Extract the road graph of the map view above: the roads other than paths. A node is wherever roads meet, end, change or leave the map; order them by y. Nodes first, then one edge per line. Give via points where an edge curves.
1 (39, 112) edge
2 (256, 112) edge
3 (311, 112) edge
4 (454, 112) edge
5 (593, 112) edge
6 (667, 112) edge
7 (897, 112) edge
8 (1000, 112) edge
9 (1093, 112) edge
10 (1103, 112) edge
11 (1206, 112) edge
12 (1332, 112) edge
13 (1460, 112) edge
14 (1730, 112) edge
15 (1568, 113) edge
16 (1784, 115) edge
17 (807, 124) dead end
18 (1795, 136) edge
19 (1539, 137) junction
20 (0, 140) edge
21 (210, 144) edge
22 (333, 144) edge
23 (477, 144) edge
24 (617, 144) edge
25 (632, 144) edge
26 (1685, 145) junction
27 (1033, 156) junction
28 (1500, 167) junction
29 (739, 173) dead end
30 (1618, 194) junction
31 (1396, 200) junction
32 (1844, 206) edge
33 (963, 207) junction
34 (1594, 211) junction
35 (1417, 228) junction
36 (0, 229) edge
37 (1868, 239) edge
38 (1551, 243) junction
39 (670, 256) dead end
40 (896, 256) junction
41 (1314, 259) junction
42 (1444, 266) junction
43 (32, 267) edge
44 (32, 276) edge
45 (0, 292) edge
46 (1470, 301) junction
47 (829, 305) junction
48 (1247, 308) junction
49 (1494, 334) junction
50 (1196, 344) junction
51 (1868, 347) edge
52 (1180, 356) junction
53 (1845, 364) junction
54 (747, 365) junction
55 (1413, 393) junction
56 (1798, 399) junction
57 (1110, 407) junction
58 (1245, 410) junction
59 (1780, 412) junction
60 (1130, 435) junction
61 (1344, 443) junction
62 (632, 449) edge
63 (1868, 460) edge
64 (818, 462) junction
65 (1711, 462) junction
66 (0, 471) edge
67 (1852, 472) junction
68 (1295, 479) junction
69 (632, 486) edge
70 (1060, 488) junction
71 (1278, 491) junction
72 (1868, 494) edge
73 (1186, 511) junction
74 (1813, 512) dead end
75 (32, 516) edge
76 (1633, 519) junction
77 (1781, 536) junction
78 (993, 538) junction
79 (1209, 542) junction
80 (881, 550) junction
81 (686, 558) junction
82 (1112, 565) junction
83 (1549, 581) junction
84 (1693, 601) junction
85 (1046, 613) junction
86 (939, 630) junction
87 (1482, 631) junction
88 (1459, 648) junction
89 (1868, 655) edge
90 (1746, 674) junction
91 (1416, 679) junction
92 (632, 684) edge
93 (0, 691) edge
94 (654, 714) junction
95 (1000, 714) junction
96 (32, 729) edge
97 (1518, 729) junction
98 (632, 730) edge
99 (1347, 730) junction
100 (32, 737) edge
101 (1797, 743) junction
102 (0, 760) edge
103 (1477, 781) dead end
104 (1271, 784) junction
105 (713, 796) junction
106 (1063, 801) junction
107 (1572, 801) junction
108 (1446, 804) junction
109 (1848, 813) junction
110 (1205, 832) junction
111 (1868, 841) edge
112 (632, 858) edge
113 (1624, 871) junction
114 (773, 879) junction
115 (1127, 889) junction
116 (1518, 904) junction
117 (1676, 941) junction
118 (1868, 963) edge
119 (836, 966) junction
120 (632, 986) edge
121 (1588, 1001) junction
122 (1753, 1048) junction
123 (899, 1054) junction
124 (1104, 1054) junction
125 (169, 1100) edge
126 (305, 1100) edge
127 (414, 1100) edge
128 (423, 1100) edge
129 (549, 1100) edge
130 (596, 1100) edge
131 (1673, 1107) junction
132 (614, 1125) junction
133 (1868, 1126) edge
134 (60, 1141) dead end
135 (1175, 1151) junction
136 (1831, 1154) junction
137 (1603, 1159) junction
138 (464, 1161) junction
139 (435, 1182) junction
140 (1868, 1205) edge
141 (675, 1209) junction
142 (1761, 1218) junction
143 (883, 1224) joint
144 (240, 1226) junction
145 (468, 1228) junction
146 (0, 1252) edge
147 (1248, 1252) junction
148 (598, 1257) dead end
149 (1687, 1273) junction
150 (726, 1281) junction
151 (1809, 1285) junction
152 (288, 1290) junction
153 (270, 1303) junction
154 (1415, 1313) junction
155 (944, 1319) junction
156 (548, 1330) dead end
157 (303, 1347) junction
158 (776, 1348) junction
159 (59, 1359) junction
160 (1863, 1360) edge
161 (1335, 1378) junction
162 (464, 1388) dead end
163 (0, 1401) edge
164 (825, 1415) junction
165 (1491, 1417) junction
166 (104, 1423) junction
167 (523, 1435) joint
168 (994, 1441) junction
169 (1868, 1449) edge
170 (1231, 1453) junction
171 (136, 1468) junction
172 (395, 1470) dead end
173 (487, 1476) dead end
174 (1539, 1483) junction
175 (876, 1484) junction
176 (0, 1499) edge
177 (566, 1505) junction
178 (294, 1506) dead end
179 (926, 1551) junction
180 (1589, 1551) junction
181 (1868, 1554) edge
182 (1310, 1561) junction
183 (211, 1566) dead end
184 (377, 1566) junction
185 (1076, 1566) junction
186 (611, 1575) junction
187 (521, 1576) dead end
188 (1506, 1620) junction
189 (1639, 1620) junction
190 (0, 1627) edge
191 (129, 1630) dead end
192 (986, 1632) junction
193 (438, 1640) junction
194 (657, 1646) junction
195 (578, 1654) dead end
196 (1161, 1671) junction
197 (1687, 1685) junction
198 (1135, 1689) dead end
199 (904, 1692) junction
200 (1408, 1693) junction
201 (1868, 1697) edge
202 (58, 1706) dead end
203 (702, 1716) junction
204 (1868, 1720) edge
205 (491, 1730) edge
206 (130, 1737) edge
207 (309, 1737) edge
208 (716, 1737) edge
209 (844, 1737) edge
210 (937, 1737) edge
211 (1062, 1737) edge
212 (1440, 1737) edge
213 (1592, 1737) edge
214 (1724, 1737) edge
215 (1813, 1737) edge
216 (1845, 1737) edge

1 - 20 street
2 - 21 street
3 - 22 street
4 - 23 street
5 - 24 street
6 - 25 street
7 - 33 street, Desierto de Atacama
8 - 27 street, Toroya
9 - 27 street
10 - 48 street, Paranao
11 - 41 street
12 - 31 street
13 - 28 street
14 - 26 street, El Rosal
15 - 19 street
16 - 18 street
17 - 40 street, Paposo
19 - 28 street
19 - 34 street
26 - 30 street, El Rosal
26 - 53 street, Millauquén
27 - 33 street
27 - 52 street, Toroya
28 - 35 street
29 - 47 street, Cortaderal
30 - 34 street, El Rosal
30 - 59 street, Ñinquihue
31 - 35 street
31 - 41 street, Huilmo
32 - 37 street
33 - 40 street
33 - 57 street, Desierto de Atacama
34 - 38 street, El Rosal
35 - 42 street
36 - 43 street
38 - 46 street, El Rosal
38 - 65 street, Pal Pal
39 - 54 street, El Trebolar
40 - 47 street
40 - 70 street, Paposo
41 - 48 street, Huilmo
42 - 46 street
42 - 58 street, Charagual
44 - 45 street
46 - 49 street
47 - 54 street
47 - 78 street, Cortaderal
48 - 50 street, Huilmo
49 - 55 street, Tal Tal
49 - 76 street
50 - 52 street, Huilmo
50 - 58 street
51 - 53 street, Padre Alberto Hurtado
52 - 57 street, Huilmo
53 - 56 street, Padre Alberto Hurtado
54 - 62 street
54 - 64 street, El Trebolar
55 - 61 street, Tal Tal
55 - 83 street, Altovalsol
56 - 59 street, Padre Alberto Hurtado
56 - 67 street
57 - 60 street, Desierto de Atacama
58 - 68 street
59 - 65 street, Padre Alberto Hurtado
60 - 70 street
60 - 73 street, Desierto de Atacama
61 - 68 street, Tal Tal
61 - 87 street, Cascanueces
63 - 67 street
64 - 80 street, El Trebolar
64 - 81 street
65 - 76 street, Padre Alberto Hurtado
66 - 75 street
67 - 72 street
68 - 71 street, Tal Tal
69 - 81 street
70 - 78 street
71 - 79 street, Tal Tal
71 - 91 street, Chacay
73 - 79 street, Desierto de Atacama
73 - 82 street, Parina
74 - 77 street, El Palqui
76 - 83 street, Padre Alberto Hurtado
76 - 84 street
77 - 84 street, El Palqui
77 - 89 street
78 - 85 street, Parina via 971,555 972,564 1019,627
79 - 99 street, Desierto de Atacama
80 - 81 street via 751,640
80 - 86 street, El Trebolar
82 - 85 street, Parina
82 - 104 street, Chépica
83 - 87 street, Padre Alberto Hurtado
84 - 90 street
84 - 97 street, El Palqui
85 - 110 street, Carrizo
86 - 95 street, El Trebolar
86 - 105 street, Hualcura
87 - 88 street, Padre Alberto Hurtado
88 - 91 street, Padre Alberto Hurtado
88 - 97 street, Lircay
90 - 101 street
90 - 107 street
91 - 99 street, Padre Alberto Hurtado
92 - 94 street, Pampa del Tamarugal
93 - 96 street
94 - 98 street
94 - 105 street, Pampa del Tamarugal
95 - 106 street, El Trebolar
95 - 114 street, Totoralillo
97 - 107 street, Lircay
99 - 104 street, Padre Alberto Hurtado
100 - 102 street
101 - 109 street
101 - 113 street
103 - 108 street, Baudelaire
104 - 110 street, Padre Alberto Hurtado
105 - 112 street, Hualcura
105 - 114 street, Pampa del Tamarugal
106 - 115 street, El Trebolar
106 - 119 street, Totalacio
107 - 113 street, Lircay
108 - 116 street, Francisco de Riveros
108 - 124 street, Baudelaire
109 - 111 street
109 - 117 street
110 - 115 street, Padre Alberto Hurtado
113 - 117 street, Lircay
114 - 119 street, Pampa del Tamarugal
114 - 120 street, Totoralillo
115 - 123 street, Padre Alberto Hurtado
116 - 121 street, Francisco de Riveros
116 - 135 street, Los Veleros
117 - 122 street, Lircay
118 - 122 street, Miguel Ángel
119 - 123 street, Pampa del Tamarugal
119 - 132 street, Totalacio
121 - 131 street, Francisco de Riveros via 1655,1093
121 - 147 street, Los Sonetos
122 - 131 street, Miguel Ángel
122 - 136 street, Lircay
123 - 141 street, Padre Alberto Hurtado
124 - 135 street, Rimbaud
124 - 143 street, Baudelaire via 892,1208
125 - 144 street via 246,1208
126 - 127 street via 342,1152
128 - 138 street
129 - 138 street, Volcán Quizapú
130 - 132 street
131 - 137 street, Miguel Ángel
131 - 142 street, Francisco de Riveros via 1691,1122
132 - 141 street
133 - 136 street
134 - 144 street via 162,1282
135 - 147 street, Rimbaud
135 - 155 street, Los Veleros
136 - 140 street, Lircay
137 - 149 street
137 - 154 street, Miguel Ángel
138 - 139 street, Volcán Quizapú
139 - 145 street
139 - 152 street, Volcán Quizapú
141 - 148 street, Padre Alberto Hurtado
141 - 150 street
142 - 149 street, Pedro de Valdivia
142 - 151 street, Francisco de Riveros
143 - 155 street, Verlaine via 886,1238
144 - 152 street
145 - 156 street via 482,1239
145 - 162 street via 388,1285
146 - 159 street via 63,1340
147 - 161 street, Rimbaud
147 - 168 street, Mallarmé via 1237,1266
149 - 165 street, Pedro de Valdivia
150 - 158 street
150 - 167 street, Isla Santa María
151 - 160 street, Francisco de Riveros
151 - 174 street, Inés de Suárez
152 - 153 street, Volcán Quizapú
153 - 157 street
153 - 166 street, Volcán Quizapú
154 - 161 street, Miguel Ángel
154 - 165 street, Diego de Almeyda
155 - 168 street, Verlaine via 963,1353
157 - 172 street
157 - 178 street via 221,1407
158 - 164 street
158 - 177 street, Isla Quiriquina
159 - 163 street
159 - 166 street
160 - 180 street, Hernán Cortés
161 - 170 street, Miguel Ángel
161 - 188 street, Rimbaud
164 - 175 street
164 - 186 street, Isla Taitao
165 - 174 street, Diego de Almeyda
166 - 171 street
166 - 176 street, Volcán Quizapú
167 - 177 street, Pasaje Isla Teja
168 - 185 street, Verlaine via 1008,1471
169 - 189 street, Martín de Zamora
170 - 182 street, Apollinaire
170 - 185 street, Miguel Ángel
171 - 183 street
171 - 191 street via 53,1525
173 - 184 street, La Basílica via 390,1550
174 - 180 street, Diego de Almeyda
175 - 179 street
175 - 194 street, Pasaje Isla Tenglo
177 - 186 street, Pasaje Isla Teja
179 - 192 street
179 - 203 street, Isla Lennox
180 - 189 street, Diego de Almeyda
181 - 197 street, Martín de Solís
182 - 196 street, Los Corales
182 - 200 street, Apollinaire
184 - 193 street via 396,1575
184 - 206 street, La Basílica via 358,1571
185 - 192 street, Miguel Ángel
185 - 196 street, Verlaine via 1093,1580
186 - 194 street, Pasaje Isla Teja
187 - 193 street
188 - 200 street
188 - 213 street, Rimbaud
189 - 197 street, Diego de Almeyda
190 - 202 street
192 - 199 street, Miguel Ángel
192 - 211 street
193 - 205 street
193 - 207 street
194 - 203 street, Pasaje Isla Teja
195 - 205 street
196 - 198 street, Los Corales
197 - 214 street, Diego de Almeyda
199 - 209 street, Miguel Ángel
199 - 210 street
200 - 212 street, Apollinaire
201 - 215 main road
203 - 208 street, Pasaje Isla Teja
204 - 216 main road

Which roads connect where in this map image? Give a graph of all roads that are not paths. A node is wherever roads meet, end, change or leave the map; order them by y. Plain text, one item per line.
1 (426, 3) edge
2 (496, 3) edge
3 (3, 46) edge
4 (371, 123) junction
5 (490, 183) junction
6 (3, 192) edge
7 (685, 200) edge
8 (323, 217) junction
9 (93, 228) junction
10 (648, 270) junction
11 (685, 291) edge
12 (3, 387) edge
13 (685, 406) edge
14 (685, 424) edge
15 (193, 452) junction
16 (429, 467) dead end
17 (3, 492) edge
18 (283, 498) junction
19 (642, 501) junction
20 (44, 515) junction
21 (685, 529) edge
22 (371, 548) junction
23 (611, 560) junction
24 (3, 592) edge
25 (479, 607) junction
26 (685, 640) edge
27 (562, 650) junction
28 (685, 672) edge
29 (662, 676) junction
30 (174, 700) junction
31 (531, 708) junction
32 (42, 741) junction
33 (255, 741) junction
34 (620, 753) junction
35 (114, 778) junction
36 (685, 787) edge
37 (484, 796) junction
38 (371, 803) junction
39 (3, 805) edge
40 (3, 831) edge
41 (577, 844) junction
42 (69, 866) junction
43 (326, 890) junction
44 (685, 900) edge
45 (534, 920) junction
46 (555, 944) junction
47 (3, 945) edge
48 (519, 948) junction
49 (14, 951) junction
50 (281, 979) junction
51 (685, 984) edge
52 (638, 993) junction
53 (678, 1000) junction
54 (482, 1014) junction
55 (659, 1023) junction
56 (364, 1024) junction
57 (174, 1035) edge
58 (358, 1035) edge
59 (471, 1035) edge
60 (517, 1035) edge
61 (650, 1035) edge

• • •

> _Your task_
Out of the records above, pick each line that contains the string "Huilmo".

> _Solution to this problem_
31 - 41 street, Huilmo
41 - 48 street, Huilmo
48 - 50 street, Huilmo
50 - 52 street, Huilmo
52 - 57 street, Huilmo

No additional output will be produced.